CFDs are complex instruments and come with a high risk of losing money rapidly due to leverage. 82.67% of retail investor accounts lose money when trading CFDs. You should consider whether you understand how CFDs work and whether you can afford to take the high risk of losing your money

What is a stock market bubble?

Stock market bubble

A stock market bubble refers to a surge in share prices to levels significantly above their fundamental value. Because there is disagreement between market participants as to that value, bubbles can be hard to detect as they are taking place. Once a bubble bursts, a stock market crash often follows.

Where have you heard about a stock market bubble?

Because most investors in stocks make money when prices go up, you won’t often hear pundits suggesting that a market is in a bubble. Most of them failed to call the dotcom bubble of the late 1990s, where excessive speculation in tech stocks was followed by a market collapse.

What you need to know about a stock market bubble.

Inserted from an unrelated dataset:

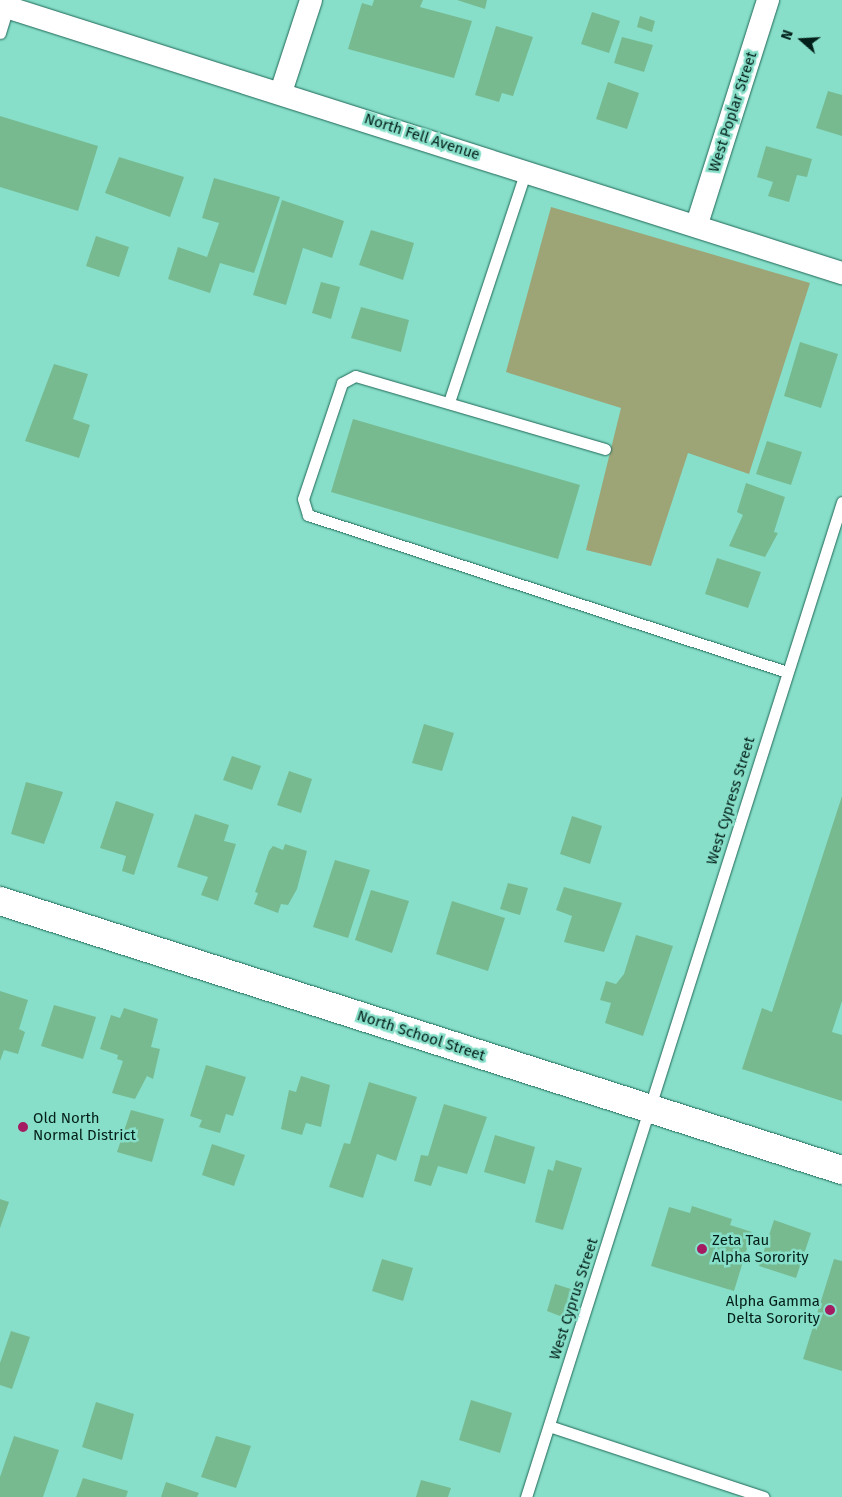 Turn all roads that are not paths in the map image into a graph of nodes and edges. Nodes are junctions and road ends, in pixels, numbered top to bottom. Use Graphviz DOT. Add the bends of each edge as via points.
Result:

As an investor in shares, the ability to recognise when a stock market bubble is developing is crucial to the performance of your portfolio. However, it can be hard to ignore the herd mentality that behavioural finance theory believes is the cause of these bubbles. The dotcom bubble was a perfect example: when everyone else seems to be making money by buying shares in tech stocks with no sustainable business model it’s hard not to follow the crowd, even at ever inflating prices. Investors should attempt to watch for stretched valuations, market complacency and weakening technical indicators.